White walked over to Bella and gently slid a finger across her cheek, she flinched as Edward began to growl.

"Now, now, Edward. You must behave. All of that self control that you have been practicing, I would hate to see you lose it, when you are so close to finishing the game," White stood up, "I went down to Lawdale's house, which was just a few minutes from here, and slashed his throat. I then took his cruiser. This was only so I could make sure that there would be enough players for tonight's game."

"You…you're going to kill us?" Bella asked.

"If you don't kill each other first," White answered, "And if you ask anymore stupid questions, you will be the first to die."

"Why don't you just kill us now?" Edward asked, calling White's bluff.

White looked over to Edward. Out of all of them, Edward was the only one who was thinking straight. The man was strong. Resolute.

"Patience, Edward. I will kill you. I will because my eyes are black. Black much like your own. Are you not going to ask why, Edward?"

"Why are your eyes black?" Edward asked without hesitation.

"Because I am not really White in the house. I am really Black in the box, and this is my showdown. Good versus evil, only in your case it is evil versus evil. All of you are the same as me; evil, monsters. There is no contest."

The girl was the only one that made a motion of understanding.

White threw the knife with a flick of his wrist; it twirled in the air a couple of time and landed with a thunk in the wall between Edward and Bella.

"Do you know what evil is, Edward? The black stuff."

Edward did not respond.

White lifted up his bandana and let the black fog dribble then begin to pour out of his cut. It pooled on the floor and began to its way toward the group pressed up against the wall.

"Evil, the stuff in your heart. It is in my head."

White replaced the bandana.

"I have decided to give you all one last chance to figure this mess out. Most people are quiet dense. They like little white houses with big stained glass churches and prefer to do their killing with looks and words behind one another's backs. Is that not right, Rose?" White turned his attention to Rose, who looked like a deer caught in the headlights. "All of those thoughts that you have blocked from your brother regarding your true feelings about Bella."

White paused and then took a deep breath.

"Welcome to my house. No secrets allowed. Here we all do our own killing.
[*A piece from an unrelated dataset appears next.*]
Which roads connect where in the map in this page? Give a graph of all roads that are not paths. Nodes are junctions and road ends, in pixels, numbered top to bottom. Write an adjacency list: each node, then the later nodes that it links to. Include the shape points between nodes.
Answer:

It may be bloodier." White's eyes furrowed together. "Well, maybe it won't be too bloody, but it will be far less brutal."
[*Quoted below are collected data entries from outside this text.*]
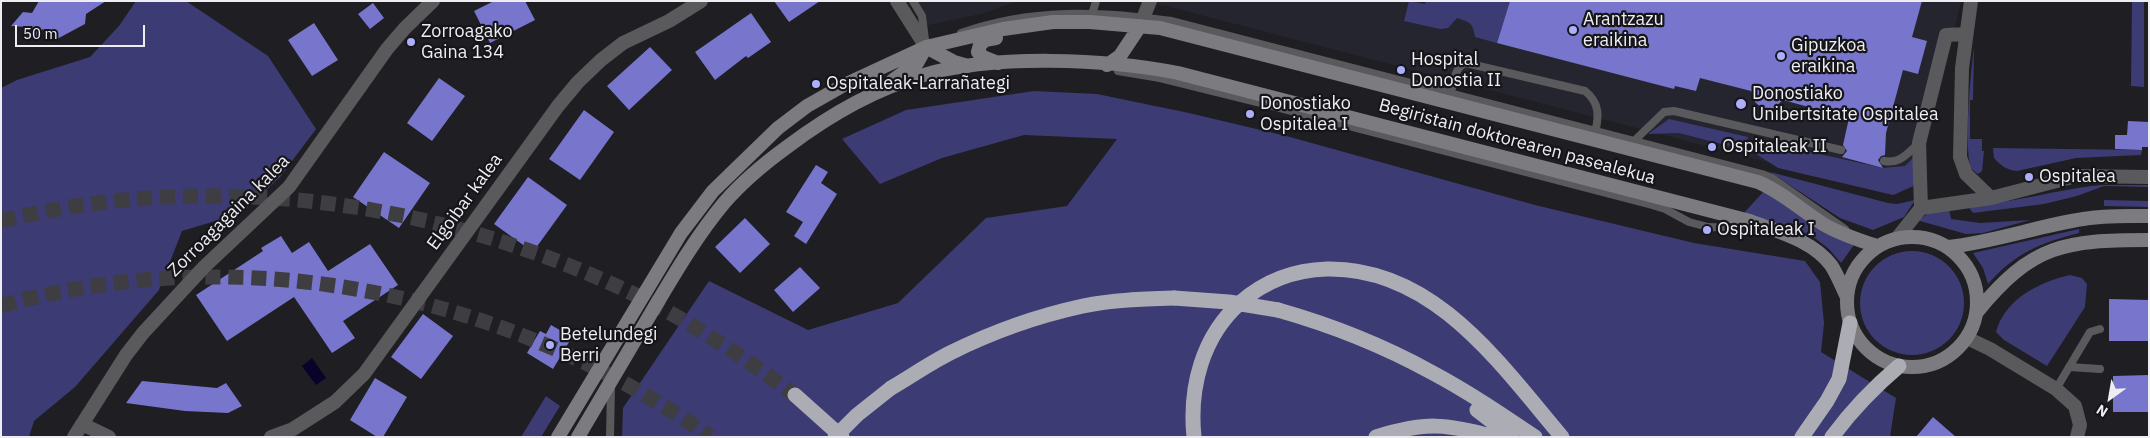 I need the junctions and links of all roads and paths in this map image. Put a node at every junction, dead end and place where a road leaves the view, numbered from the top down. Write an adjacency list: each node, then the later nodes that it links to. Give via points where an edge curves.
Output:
1 (433, 1): 47 (street, Zorroagagaina kalea, via 387,49 289,187 204,267 143,333)
2 (701, 1): 50 (street, Elgoibar kalea, via 623,43 578,82 364,374 335,402 293,429)
3 (897, 1): 14 (street)
4 (913, 1): 14 (lane, via 922,16)
5 (1096, 1): 9 (lane)
6 (1150, 1): 10 (street)
7 (1971, 1): 12 (street)
8 (1035, 16): 9 (lane, via 1063,13); 11 (lane); 13 (lane, via 981,26 957,34)
9 (1091, 18): 10 (main road, Begiristain doktorearen pasealekua); 11 (main road, Begiristain doktorearen pasealekua)
10 (1142, 22): 17 (main road, via 1120,56); 19 (main road, Begiristain doktorearen pasealekua, via 1396,88); 19 (lane, via 1172,21)
11 (1021, 26): 13 (main road, Begiristain doktorearen pasealekua); 16 (main road, Begiristain doktorearen pasealekua, via 980,44 978,52)
12 (1970, 35): 22 (street, via 1946,35); 27 (street, via 1962,68 1960,157 1966,174)
13 (947, 42): 14 (main road, Begiristain doktorearen pasealekua)
14 (926, 47): 18 (main road, Begiristain doktorearen pasealekua); 20 (main road, Begiristain doktorearen pasealekua, via 910,69); 51 (main road, Begiristain doktorearen pasealekua, via 807,106 778,128 713,192 681,233)
15 (1044, 62): 16 (main road, Begiristain doktorearen pasealekua); 17 (main road, Begiristain doktorearen pasealekua); 30 (lane, via 1150,76 1261,103 1652,205 1708,227)
16 (1000, 64): 18 (main road, Begiristain doktorearen pasealekua)
17 (1107, 65): 30 (main road, Begiristain doktorearen pasealekua, via 1178,73)
18 (969, 66): 20 (main road, Begiristain doktorearen pasealekua, via 925,74)
19 (1450, 98): 21 (main road, Begiristain doktorearen pasealekua); 21 (lane, via 1457,69 1466,63 1585,91 1593,97 1597,107 1599,117)
20 (846, 108): 44 (main road, Begiristain doktorearen pasealekua, via 817,124 725,202 693,243)
21 (1594, 135): 23 (main road, Begiristain doktorearen pasealekua)
22 (1919, 143): 25 (lane, via 1903,159); 28 (street)
23 (1631, 144): 24 (lane, via 1664,112 1674,111); 33 (main road, Begiristain doktorearen pasealekua, via 1769,186 1823,224)
24 (1841, 150)
25 (1884, 161)
26 (2149, 177): 27 (street, via 2076,176)
27 (1991, 198): 28 (street)
28 (1921, 208): 31 (street)
29 (2149, 216): 34 (main road, via 2084,219)
30 (1772, 229): 35 (main road, Begiristain doktorearen pasealekua, via 1821,254 1832,266)
31 (1897, 238): 33 (main road); 34 (main road, via 1923,237)
32 (2149, 240): 36 (main road, via 2086,241 2055,249 2036,257 2010,275)
33 (1877, 246): 35 (main road, via 1851,277)
34 (1948, 247): 36 (main road, via 1962,259 1972,275 1977,293)
35 (1847, 297): 37 (main road)
36 (1977, 312): 39 (main road)
37 (1850, 323): 41 (main road, via 1869,351); 62 (highway, via 1839,379 1828,401)
38 (2100, 329): 42 (lane, via 2090,332)
39 (1967, 338): 41 (main road, via 1954,353 1937,363 1918,367); 45 (street)
40 (1383, 349): 54 (highway, bridge, via 1329,326 1278,310 1230,302 1174,298 1084,306 1034,319 948,354 891,388); 59 (highway, via 1428,376); 60 (highway, via 1430,371)
41 (1898, 366): 63 (highway, via 1870,391)
42 (2069, 367): 43 (lane); 45 (lane)
43 (2100, 369)
44 (611, 381): 52 (main road, Begiristain doktorearen pasealekua); 53 (lane)
45 (2056, 390): 64 (street, via 2075,406 2080,425)
46 (795, 395): 55 (highway)
47 (82, 424): 48 (street, Zorroagagaina kalea); 49 (street)
48 (74, 437)
49 (109, 437)
50 (271, 437)
51 (558, 437)
52 (578, 437)
53 (610, 437)
54 (835, 437)
55 (842, 437)
56 (1194, 437): 61 (highway, via 1194,402 1199,370 1208,343 1221,323 1250,295 1268,283 1316,269 1342,269 1370,273 1398,283 1453,317 1496,359)
57 (1376, 437): 58 (highway, via 1399,429 1431,425 1460,427)
58 (1494, 437)
59 (1512, 437)
60 (1535, 437)
61 (1562, 437)
62 (1802, 437)
63 (1832, 437)
64 (2077, 437)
Surely, they all understood some of this.

"The wages of sin is death and this time, we are going to the blood, what do you say? No more stained glass windows or white houses. Now it is White's house and in White's house we follow White's rules. House rules."

White could hear his breathing growing heavy, but he easily calmed himself down.

"One last chance to rethink rule number three. The girl was right on two accounts: you have not been listening to her. We can blame the house for that, though. And yes, I do want you to kill her. The game will just keep going until she is dead. But she is also wrong. If you do kill her, I will let whoever's still alive live."

He let that sink in for just a second.

"And if you don't kill her. I am going to slaughter the two of you that I can like a precious little lambs. Being sure that I start with the girl, just to show you how it should have been done from the beginning."

Emmett's eyes flittered toward his left where the girl sat, then back onto White. Good sign.

"Dawn is coming. I never let the game go past dawn."

He withdrew a match and struck it on his belt, and tossed the flame at the pool of black smoke that had fallen from his cut. The fog ignited with a whoosh as if it were gasoline. Firelight danced on their cold, hard stone faces.

"I never told you that I knew how to kill all of you. Fire is not really your friend, now is it, Edward? As you can see, the black stuff likes to burn. This place will go up in flames at first light. That is in six minutes. Six minutes to make a choice."

White moved to the door, stopping to pick up his mask, then opened the door and backed out of the room.

"Six minutes."

White slammed the door shut and began to tremble, knowing that the game was just minutes from ending.